Locate the word "change" in the entries below, then gather every line that holds it.

++++ Data records ++++

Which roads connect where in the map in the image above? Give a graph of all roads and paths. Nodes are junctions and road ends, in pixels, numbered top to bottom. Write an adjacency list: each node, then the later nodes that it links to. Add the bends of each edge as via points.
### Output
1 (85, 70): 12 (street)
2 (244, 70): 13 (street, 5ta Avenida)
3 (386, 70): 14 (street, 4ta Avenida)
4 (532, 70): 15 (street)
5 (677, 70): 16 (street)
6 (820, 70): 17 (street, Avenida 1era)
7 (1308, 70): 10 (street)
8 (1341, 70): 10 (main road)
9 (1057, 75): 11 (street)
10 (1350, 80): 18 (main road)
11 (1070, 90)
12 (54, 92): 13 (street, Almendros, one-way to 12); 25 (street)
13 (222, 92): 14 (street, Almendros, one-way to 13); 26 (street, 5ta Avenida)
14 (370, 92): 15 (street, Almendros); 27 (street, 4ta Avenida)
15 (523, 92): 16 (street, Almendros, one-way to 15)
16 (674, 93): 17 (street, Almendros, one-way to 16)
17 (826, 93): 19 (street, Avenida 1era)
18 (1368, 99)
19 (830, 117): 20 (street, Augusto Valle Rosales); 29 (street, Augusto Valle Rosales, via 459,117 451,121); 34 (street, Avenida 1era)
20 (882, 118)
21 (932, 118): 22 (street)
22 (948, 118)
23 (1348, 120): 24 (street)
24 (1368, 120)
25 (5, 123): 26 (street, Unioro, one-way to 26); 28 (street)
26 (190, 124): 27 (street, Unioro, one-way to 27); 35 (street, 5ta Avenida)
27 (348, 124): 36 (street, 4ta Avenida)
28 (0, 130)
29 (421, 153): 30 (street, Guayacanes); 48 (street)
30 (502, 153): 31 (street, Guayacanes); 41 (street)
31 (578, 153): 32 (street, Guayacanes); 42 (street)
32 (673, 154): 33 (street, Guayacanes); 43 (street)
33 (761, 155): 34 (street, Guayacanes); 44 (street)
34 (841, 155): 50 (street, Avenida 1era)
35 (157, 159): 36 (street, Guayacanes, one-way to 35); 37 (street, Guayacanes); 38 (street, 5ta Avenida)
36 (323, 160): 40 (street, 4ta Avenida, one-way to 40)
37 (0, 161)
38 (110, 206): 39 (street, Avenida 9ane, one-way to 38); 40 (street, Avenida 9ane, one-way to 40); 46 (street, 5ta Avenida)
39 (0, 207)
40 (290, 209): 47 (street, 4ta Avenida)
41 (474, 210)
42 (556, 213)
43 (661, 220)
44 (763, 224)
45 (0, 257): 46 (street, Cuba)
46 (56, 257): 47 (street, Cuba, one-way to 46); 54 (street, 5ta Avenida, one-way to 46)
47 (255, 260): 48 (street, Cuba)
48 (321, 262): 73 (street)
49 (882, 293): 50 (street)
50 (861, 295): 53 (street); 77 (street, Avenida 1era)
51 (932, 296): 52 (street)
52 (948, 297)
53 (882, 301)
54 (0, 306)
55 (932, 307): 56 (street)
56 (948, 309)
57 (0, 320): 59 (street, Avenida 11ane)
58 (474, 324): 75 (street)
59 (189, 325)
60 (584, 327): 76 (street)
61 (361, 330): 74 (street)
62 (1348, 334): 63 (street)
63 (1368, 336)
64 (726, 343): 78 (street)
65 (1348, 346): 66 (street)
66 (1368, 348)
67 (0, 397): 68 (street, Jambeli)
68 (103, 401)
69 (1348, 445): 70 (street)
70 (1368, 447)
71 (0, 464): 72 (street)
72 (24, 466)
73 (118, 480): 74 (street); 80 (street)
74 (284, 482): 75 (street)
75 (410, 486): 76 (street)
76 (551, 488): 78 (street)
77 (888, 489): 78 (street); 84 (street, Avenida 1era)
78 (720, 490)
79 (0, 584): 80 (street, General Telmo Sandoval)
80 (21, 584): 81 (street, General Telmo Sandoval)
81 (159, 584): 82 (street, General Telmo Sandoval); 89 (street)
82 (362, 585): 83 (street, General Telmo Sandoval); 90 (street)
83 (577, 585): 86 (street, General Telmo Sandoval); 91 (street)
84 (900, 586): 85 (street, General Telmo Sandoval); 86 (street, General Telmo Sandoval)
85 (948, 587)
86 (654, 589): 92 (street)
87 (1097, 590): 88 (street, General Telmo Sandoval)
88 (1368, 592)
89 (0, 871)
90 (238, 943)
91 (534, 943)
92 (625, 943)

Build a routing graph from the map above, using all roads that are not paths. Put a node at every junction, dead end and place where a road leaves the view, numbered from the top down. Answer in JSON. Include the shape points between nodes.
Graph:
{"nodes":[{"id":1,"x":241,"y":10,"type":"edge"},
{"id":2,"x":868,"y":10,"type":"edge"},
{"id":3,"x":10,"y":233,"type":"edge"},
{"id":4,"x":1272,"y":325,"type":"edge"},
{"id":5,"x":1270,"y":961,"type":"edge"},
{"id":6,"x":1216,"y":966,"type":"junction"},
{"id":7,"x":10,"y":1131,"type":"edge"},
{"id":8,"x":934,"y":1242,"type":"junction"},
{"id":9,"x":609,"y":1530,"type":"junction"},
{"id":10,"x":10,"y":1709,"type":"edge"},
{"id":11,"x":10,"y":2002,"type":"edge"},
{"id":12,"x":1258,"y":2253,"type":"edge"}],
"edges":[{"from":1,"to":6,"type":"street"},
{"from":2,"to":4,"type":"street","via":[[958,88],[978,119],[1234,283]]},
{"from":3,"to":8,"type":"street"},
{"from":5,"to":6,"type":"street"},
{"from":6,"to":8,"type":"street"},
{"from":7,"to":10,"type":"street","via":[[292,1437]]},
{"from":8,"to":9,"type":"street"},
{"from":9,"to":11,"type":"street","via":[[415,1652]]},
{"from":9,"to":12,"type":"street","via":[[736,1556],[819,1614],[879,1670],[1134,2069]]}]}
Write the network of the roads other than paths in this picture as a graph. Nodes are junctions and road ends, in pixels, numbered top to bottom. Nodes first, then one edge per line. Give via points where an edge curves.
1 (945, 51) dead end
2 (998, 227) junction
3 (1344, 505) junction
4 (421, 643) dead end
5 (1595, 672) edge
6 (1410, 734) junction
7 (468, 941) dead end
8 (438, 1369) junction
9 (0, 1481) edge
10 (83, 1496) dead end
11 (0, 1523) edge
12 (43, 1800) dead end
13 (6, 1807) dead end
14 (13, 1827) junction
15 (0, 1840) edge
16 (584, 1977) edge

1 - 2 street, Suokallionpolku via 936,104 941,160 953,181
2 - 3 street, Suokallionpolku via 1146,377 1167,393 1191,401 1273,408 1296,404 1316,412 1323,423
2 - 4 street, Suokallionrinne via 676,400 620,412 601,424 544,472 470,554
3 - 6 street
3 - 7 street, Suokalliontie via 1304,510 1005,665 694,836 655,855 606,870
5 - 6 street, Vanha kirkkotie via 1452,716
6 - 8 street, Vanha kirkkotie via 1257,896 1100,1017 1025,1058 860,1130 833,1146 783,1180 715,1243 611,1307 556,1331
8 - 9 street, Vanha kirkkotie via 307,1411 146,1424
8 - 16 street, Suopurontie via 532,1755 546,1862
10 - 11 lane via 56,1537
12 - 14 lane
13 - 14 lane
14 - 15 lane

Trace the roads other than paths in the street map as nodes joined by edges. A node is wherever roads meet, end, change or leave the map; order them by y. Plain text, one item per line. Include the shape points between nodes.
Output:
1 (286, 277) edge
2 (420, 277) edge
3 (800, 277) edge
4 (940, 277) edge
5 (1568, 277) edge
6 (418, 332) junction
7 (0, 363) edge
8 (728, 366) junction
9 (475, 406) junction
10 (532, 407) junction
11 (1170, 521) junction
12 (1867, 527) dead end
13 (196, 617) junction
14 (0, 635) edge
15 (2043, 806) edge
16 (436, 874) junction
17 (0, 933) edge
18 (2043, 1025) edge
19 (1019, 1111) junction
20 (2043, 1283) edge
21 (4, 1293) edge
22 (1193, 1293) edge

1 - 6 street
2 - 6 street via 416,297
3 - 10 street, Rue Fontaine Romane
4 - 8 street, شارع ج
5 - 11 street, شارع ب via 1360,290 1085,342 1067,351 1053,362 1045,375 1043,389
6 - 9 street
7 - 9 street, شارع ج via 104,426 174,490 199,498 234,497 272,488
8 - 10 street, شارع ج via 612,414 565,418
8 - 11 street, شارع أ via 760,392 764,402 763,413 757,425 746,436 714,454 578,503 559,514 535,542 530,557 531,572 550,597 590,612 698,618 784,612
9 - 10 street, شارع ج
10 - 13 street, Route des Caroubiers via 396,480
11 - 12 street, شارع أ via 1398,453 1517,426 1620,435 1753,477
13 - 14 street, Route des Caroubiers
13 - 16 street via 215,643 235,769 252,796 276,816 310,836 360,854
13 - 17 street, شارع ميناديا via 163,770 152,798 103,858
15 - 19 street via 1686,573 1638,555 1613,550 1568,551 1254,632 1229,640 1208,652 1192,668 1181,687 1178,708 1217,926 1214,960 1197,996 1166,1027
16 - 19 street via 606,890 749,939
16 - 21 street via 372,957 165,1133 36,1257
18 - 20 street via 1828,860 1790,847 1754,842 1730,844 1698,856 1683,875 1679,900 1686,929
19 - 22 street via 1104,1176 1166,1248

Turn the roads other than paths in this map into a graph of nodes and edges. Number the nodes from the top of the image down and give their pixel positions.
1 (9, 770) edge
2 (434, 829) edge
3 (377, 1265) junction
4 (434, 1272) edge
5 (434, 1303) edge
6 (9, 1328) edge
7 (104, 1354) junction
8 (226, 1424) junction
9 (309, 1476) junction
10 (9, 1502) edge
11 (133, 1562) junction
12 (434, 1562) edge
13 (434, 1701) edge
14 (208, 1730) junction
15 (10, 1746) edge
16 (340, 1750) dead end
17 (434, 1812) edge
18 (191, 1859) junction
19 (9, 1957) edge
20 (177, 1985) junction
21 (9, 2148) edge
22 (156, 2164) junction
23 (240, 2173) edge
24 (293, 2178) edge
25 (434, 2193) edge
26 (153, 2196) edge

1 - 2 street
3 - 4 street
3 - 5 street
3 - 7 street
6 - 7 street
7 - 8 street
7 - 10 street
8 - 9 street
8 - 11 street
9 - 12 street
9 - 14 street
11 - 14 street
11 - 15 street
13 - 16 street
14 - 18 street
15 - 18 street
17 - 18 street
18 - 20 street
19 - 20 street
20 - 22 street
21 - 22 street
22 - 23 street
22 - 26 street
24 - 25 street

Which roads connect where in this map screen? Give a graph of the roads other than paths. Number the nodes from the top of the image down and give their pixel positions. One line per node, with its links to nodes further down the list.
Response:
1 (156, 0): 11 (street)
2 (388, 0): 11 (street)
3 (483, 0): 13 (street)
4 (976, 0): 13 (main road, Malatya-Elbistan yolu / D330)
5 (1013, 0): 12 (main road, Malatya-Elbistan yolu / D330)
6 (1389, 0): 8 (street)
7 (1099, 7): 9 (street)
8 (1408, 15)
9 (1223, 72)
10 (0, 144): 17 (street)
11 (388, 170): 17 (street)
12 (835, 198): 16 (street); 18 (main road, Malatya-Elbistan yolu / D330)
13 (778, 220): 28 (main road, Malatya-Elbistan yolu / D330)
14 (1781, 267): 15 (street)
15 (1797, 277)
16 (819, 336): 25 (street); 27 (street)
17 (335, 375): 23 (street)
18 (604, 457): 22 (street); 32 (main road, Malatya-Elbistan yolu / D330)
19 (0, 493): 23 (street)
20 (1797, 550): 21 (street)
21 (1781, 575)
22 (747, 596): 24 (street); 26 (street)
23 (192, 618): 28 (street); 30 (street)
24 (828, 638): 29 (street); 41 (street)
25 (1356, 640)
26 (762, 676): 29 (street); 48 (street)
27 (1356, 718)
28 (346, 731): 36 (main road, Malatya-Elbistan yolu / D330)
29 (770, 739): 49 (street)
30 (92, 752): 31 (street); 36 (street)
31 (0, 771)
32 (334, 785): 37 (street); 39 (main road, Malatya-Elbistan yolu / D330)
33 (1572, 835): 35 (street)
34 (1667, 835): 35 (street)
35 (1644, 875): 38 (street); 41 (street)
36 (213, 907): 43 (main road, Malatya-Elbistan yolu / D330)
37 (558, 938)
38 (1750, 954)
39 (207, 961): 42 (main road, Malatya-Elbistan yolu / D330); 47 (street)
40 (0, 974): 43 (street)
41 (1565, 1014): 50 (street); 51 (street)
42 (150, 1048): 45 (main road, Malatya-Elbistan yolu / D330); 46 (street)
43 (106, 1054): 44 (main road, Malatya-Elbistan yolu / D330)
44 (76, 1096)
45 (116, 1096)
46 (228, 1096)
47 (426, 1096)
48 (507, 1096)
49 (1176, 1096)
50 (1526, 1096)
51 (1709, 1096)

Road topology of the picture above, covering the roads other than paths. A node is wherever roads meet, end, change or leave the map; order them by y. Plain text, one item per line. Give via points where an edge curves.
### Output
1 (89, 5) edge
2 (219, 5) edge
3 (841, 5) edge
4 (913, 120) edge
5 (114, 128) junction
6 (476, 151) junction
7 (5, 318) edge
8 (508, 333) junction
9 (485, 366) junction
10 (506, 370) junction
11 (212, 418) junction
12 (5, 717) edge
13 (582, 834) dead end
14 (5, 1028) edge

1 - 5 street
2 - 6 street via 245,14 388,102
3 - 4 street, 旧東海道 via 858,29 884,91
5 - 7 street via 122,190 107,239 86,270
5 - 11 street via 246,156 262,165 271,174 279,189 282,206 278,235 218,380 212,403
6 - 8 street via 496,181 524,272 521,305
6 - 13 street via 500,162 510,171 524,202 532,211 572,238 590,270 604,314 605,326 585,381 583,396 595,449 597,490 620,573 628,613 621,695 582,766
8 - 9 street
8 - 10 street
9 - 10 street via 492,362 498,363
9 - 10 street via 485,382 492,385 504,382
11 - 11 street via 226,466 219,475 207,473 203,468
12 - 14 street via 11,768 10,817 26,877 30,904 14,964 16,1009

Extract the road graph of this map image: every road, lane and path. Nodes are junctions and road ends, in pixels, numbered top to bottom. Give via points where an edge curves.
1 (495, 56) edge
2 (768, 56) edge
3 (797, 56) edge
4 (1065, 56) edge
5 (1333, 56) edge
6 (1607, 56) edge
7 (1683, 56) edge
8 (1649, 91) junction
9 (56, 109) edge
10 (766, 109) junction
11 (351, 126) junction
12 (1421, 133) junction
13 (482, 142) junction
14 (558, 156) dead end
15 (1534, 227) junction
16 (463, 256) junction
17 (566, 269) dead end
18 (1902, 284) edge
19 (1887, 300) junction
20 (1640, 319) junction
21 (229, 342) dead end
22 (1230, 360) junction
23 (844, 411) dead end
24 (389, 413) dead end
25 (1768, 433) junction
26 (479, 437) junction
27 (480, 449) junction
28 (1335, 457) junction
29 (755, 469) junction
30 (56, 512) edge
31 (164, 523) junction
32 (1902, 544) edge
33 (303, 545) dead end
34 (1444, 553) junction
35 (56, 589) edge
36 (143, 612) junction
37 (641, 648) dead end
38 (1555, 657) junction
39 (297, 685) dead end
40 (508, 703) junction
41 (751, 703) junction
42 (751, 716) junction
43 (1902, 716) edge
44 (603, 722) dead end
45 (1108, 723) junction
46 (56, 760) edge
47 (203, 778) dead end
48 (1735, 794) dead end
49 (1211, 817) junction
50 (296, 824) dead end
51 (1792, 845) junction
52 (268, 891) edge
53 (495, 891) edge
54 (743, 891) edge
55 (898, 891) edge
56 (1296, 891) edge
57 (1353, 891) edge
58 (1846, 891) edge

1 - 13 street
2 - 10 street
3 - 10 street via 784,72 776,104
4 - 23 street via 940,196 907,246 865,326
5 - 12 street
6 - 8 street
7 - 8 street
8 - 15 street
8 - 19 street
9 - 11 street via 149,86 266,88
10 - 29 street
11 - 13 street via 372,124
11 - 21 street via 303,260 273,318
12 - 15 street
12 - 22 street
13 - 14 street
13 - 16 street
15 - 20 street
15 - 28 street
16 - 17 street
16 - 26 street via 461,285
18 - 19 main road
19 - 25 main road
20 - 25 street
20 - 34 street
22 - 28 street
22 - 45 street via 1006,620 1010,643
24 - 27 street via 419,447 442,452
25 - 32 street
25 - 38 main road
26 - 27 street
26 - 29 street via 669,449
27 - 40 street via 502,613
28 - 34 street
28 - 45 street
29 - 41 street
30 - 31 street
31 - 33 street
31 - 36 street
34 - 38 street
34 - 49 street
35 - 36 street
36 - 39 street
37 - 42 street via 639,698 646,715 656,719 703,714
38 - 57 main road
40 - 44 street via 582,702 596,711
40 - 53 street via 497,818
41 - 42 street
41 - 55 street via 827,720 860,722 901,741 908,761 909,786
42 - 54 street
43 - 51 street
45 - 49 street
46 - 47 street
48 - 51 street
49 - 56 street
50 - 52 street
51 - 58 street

++++

# [Expected answer]
Trace the roads other than paths in the street map as nodes joined by edges. A node is wherever roads meet, end, change or leave the map; order them by y. Plain text, one item per line. Include the shape points between nodes.
Road topology of the picture above, covering the roads other than paths. A node is wherever roads meet, end, change or leave the map; order them by y. Plain text, one item per line. Give via points where an edge curves.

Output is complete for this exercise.